City and Governorate in Tabuk Province, Saudi Arabia

Tayma /ˈteɪmə/ (تيماء; Taymanitic: 𐪉𐪃𐪑, tmʾ, vocalized as: Taymāʾ), also spelled Tema, is a Saudi city and governorate, in Tabuk Province, and major oasis with a long history of habitation.

It is located in northwestern Saudi Arabia at the point where the trade route between Medina and Dumah (Sakaka) begins to cross in the western portion of the Nafud desert. Tayma lies about 264 km southeast of Tabuk and approximately 400 km north of Medina.

==History==
Tayma is one of the largest archaeological sites in Saudi Arabia. It was a major oasis city in ancient times, and its geographic position made it a major point along the trade route that connected South Arabia with the Eastern Mediterranean, and it is also located at the crossroads of southern Arabia, Mesopotamia, the Levant, and Egypt. Though Tayma was not directly one of the stopping points of the Frankincense Road, its constant water supply made it an attractive stopover point for travellers. Both written and archaeological evidence has shown that "the site maintained close economic, political and religious ties with all the regions of the Middle East before the Islamic era".

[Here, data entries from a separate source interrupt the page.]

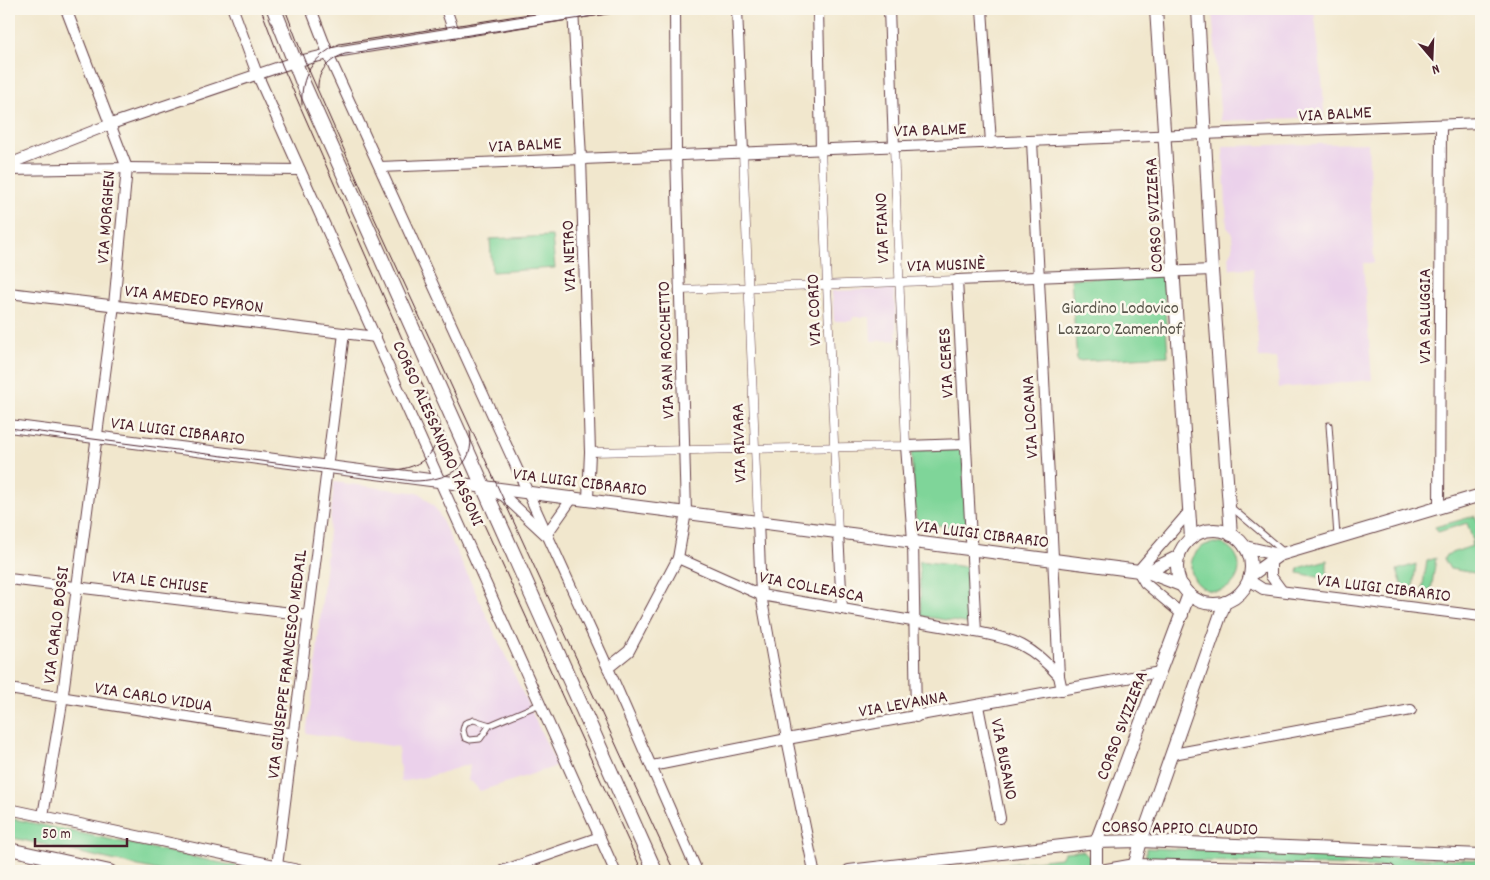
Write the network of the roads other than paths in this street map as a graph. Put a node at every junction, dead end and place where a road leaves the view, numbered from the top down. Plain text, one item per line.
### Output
1 (66, 9) edge
2 (233, 9) edge
3 (274, 9) edge
4 (311, 9) edge
5 (446, 9) edge
6 (602, 9) edge
7 (675, 9) edge
8 (737, 9) edge
9 (818, 9) edge
10 (890, 9) edge
11 (982, 9) edge
12 (1156, 9) edge
13 (1198, 9) edge
14 (574, 11) edge
15 (454, 32) junction
16 (328, 54) junction
17 (294, 62) junction
18 (257, 74) junction
19 (1481, 123) edge
20 (111, 124) junction
21 (1441, 124) junction
22 (1207, 135) junction
23 (1166, 136) junction
24 (1032, 141) junction
25 (991, 143) junction
26 (894, 147) junction
27 (821, 149) junction
28 (743, 152) junction
29 (676, 154) junction
30 (581, 158) junction
31 (9, 164) edge
32 (380, 167) junction
33 (127, 168) junction
34 (9, 170) edge
35 (300, 170) junction
36 (1212, 270) junction
37 (1173, 272) junction
38 (1038, 277) junction
39 (957, 280) junction
40 (899, 281) junction
41 (828, 284) junction
42 (748, 288) junction
43 (680, 290) junction
44 (9, 293) edge
45 (114, 305) junction
46 (344, 333) junction
47 (376, 337) junction
48 (1329, 425) dead end
49 (9, 426) edge
50 (95, 437) junction
51 (966, 444) junction
52 (906, 446) junction
53 (755, 448) junction
54 (834, 448) junction
55 (684, 451) junction
56 (590, 452) junction
57 (327, 467) junction
58 (439, 479) junction
59 (482, 486) junction
60 (526, 491) junction
61 (1481, 495) edge
62 (573, 497) junction
63 (588, 499) junction
64 (1229, 505) junction
65 (1439, 507) junction
66 (686, 512) junction
67 (1189, 512) junction
68 (758, 521) junction
69 (838, 532) junction
70 (546, 535) junction
71 (1231, 535) junction
72 (1338, 537) junction
73 (1191, 538) junction
74 (913, 541) junction
75 (1245, 548) junction
76 (970, 549) junction
77 (1179, 556) junction
78 (1278, 556) junction
79 (678, 558) junction
80 (1054, 560) junction
81 (1142, 572) junction
82 (1249, 578) junction
83 (9, 579) edge
84 (76, 588) junction
85 (1186, 590) junction
86 (1282, 592) junction
87 (761, 595) junction
88 (1225, 602) junction
89 (842, 609) junction
90 (308, 615) junction
91 (1183, 615) junction
92 (1481, 616) edge
93 (915, 622) junction
94 (976, 632) junction
95 (608, 668) junction
96 (1160, 672) junction
97 (1058, 676) junction
98 (9, 689) edge
99 (1062, 690) junction
100 (62, 698) junction
101 (540, 704) junction
102 (978, 706) junction
103 (1411, 710) dead end
104 (916, 717) junction
105 (490, 725) junction
106 (295, 734) junction
107 (786, 739) junction
108 (1173, 754) junction
109 (652, 766) junction
110 (9, 809) edge
111 (43, 816) junction
112 (1000, 818) dead end
113 (600, 837) junction
114 (1141, 841) junction
115 (1096, 842) junction
116 (9, 848) edge
117 (1481, 855) edge
118 (47, 857) junction
119 (277, 866) junction
120 (1134, 868) edge
121 (44, 871) edge
122 (110, 871) edge
123 (303, 871) edge
124 (502, 871) edge
125 (615, 871) edge
126 (655, 871) edge
127 (696, 871) edge
128 (814, 871) edge
129 (849, 871) edge
130 (1096, 871) edge
131 (1101, 871) edge
132 (1389, 871) edge

1 - 20 street, VIA MORGHEN
2 - 18 street, CORSO ALESSANDRO TASSONI
3 - 17 main road, CORSO ALESSANDRO TASSONI
4 - 16 street
5 - 15 street
6 - 14 street
7 - 29 street, VIA SAN ROCCHETTO
8 - 28 street, VIA RIVARA
9 - 27 street, VIA CORIO
10 - 26 street, VIA FIANO
11 - 25 street
12 - 23 street, CORSO SVIZZERA
13 - 22 street
14 - 15 street
14 - 30 street, VIA NETRO
15 - 16 street
16 - 17 street
16 - 32 street
17 - 18 street
17 - 59 main road, CORSO ALESSANDRO TASSONI
18 - 20 street
18 - 35 street, CORSO ALESSANDRO TASSONI
19 - 21 street, VIA BALME
20 - 31 street
20 - 33 street, VIA MORGHEN
21 - 22 street, VIA BALME
21 - 65 street, VIA SALUGGIA
22 - 23 street, VIA BALME
22 - 36 street
23 - 24 street, VIA BALME
23 - 37 street, CORSO SVIZZERA
24 - 25 street, VIA BALME
24 - 38 street, VIA LOCANA
25 - 26 street, VIA BALME
26 - 27 street, VIA BALME
26 - 40 street, VIA FIANO
27 - 28 street, VIA BALME
27 - 41 street, VIA CORIO
28 - 29 street, VIA BALME
28 - 42 street, VIA RIVARA
29 - 30 street, VIA BALME
29 - 43 street, VIA SAN ROCCHETTO
30 - 32 street, VIA BALME
30 - 56 street, VIA NETRO
32 - 60 street
33 - 34 street
33 - 35 street
33 - 45 street, VIA MORGHEN
35 - 47 street, CORSO ALESSANDRO TASSONI
36 - 37 street, VIA MUSINÈ
36 - 64 street
37 - 38 street, VIA MUSINÈ
37 - 67 street, CORSO SVIZZERA
38 - 39 street, VIA MUSINÈ
38 - 80 street, VIA LOCANA
39 - 40 street, VIA MUSINÈ
39 - 51 street, VIA CERES
40 - 41 street, VIA MUSINÈ
40 - 52 street, VIA FIANO
41 - 42 street, VIA MUSINÈ
41 - 54 street, VIA CORIO
42 - 43 street, VIA MUSINÈ
42 - 53 street, VIA RIVARA
43 - 55 street, VIA SAN ROCCHETTO
44 - 45 street, VIA AMEDEO PEYRON
45 - 46 street, VIA AMEDEO PEYRON
45 - 50 street, VIA MORGHEN
46 - 47 street, VIA AMEDEO PEYRON
46 - 57 street, VIA GIUSEPPE FRANCESCO MEDAIL
47 - 58 street, CORSO ALESSANDRO TASSONI
48 - 72 lane
49 - 50 street, VIA LUIGI CIBRARIO
50 - 57 street, VIA LUIGI CIBRARIO
50 - 84 street, VIA CARLO BOSSI
51 - 52 street
51 - 76 street, VIA CERES
52 - 54 street
52 - 74 street
53 - 54 street
53 - 55 street
53 - 68 street, VIA RIVARA
54 - 69 street, VIA CORIO
55 - 56 street
55 - 66 street, VIA SAN ROCCHETTO
56 - 63 street, VIA NETRO
57 - 58 street, VIA LUIGI CIBRARIO
57 - 90 street, VIA GIUSEPPE FRANCESCO MEDAIL
58 - 59 street, VIA LUIGI CIBRARIO
58 - 101 street, CORSO ALESSANDRO TASSONI
59 - 60 street, VIA LUIGI CIBRARIO
59 - 70 street, CORSO ALESSANDRO TASSONI
59 - 126 main road, CORSO ALESSANDRO TASSONI
60 - 62 street, VIA LUIGI CIBRARIO
60 - 70 street
61 - 65 street
62 - 63 street, VIA LUIGI CIBRARIO
62 - 70 street
63 - 66 street, VIA LUIGI CIBRARIO
64 - 71 street
64 - 78 lane
65 - 72 street
66 - 68 street, VIA LUIGI CIBRARIO
66 - 79 street, VIA SAN ROCCHETTO
67 - 73 street, CORSO SVIZZERA
67 - 81 street
68 - 69 street, VIA LUIGI CIBRARIO
68 - 87 street, VIA RIVARA
69 - 74 street, VIA LUIGI CIBRARIO
69 - 89 street, VIA CORIO
70 - 95 street
71 - 73 street
71 - 75 street
72 - 78 street
73 - 77 street
74 - 76 street, VIA LUIGI CIBRARIO
74 - 93 street
75 - 78 street
75 - 82 street
76 - 80 street, VIA LUIGI CIBRARIO
76 - 94 street, VIA CERES
77 - 81 street
77 - 85 street
78 - 82 street
78 - 86 street
79 - 87 street, VIA COLLEASCA
79 - 95 street, VIA SAN ROCCHETTO
80 - 81 street, VIA LUIGI CIBRARIO
80 - 97 street, VIA LOCANA
81 - 85 street, VIA LUIGI CIBRARIO
81 - 91 street
82 - 86 street, VIA LUIGI CIBRARIO
82 - 88 street
83 - 84 street, VIA LE CHIUSE
84 - 90 street, VIA LE CHIUSE
84 - 100 street, VIA CARLO BOSSI
85 - 88 street
85 - 91 street, CORSO SVIZZERA
86 - 92 street, VIA LUIGI CIBRARIO
87 - 89 street, VIA COLLEASCA
87 - 107 street, VIA RIVARA
88 - 108 street
89 - 93 street, VIA COLLEASCA
90 - 106 street, VIA GIUSEPPE FRANCESCO MEDAIL
91 - 96 street, CORSO SVIZZERA
93 - 94 street, VIA COLLEASCA
93 - 104 street
94 - 97 street
95 - 109 street
96 - 99 street, VIA LEVANNA
96 - 115 street, CORSO SVIZZERA
97 - 99 street, VIA LOCANA
98 - 100 street, VIA CARLO VIDUA
99 - 102 street, VIA LEVANNA
100 - 106 street, VIA CARLO VIDUA
100 - 111 street, VIA CARLO BOSSI
101 - 105 lane
101 - 113 street, CORSO ALESSANDRO TASSONI
102 - 104 street, VIA LEVANNA
102 - 112 street, VIA BUSANO
103 - 108 street
104 - 107 street, VIA LEVANNA
105 - 105 lane
106 - 119 street, VIA GIUSEPPE FRANCESCO MEDAIL
107 - 109 street, VIA LEVANNA
107 - 128 street, VIA RIVARA
108 - 114 street
109 - 127 street
110 - 111 street
111 - 119 street
113 - 124 street
113 - 125 street, CORSO ALESSANDRO TASSONI
114 - 115 street, CORSO APPIO CLAUDIO
114 - 117 street, CORSO APPIO CLAUDIO
114 - 120 street
115 - 129 street, CORSO APPIO CLAUDIO
115 - 130 street, CORSO SVIZZERA
116 - 118 street
118 - 121 street
118 - 122 street
119 - 123 street
120 - 131 street
120 - 132 street

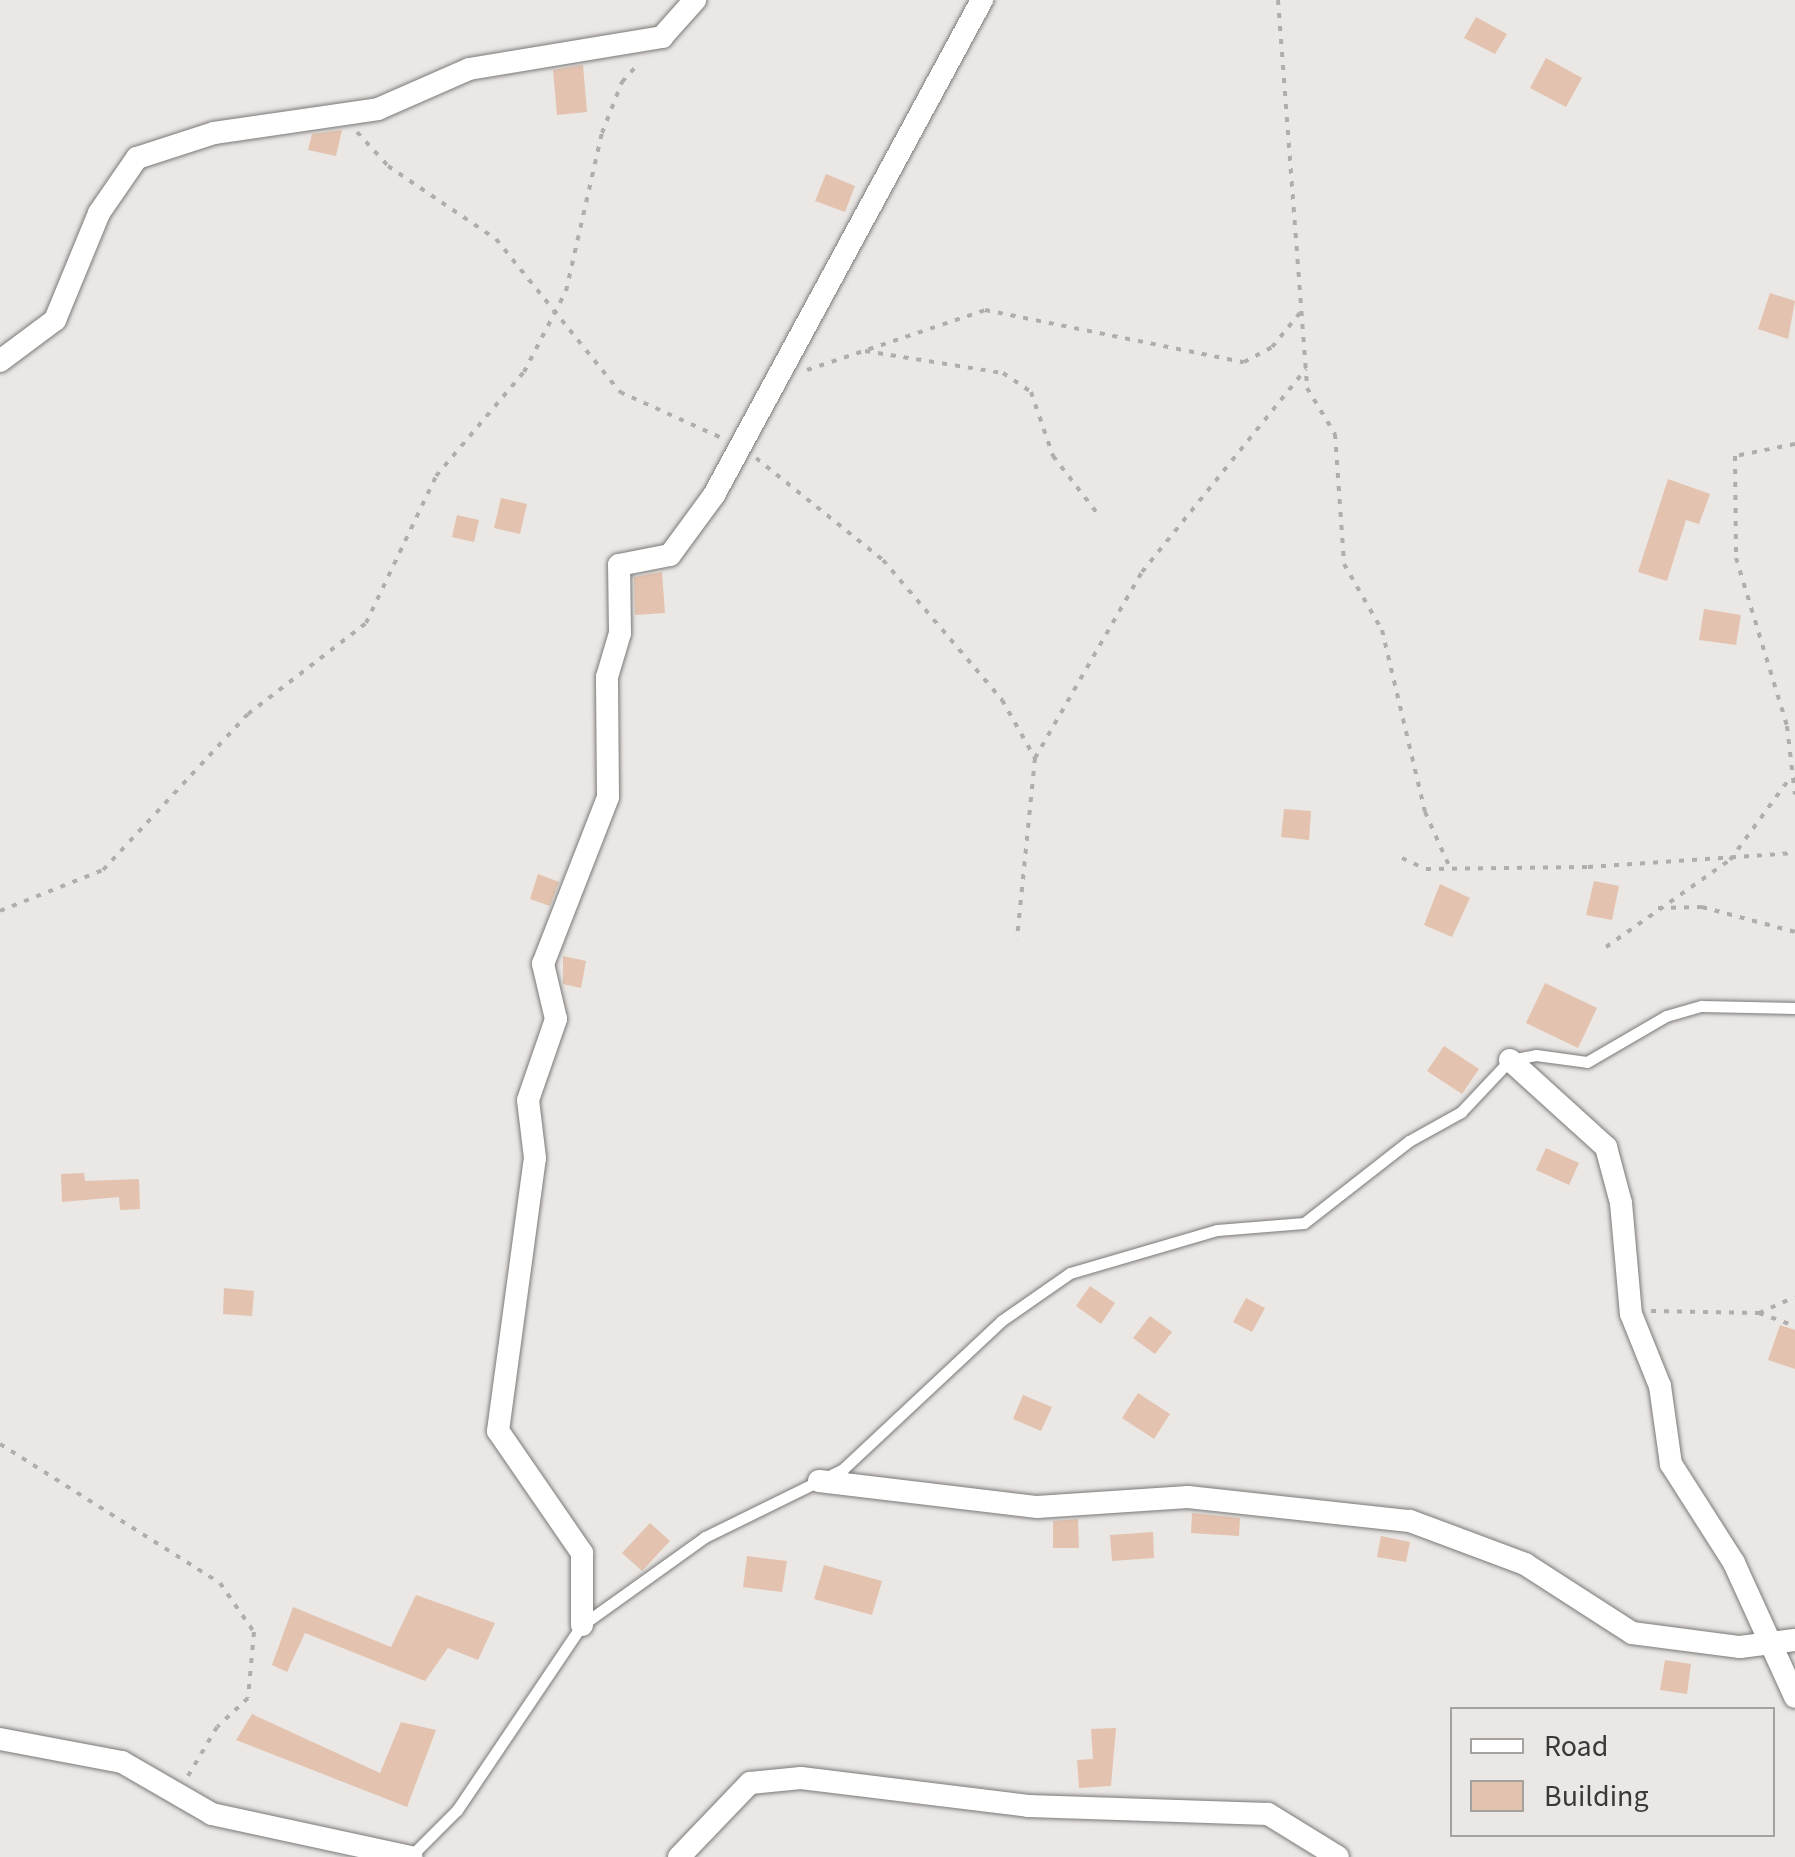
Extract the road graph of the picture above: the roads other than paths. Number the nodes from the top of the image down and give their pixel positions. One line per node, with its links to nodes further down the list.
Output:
1 (695, 0): 3 (street)
2 (982, 0): 7 (street)
3 (0, 361)
4 (1795, 1008): 5 (lane)
5 (1510, 1060): 6 (lane); 9 (street)
6 (819, 1481): 7 (lane); 9 (street)
7 (582, 1624): 12 (lane)
8 (1795, 1640): 9 (street)
9 (1765, 1645): 10 (street)
10 (1795, 1697)
11 (0, 1738): 12 (street)
12 (411, 1857)
13 (678, 1857): 14 (street)
14 (1338, 1857)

===Bronze Age (3000–1200 BC)===

The earliest evidence of sedentary human habitation in Tayma is from the early 4th millennium BC in the Bronze Age. Over the course of the 2nd millennium BC, Tayma was becoming more important: a substantial expansion of the settlement has been documented in the mid-2nd millennium BC, including the construction of a massive wall made of mudbrick and sandstone around it. By the end of the 2nd millennium BC, Tayma had become an economically important site, and was a member of a religious and political confederation. A key role in the emergence of Tayma as a key economic city in this period of time, facilitating a role for it in the place of international trade, was the domestication of the dromedary (Camelus dromedarius). Many weapons from the Levant dating to this time have been found at the site, highlighting the impact that trade relations had on the local material culture of Tayma.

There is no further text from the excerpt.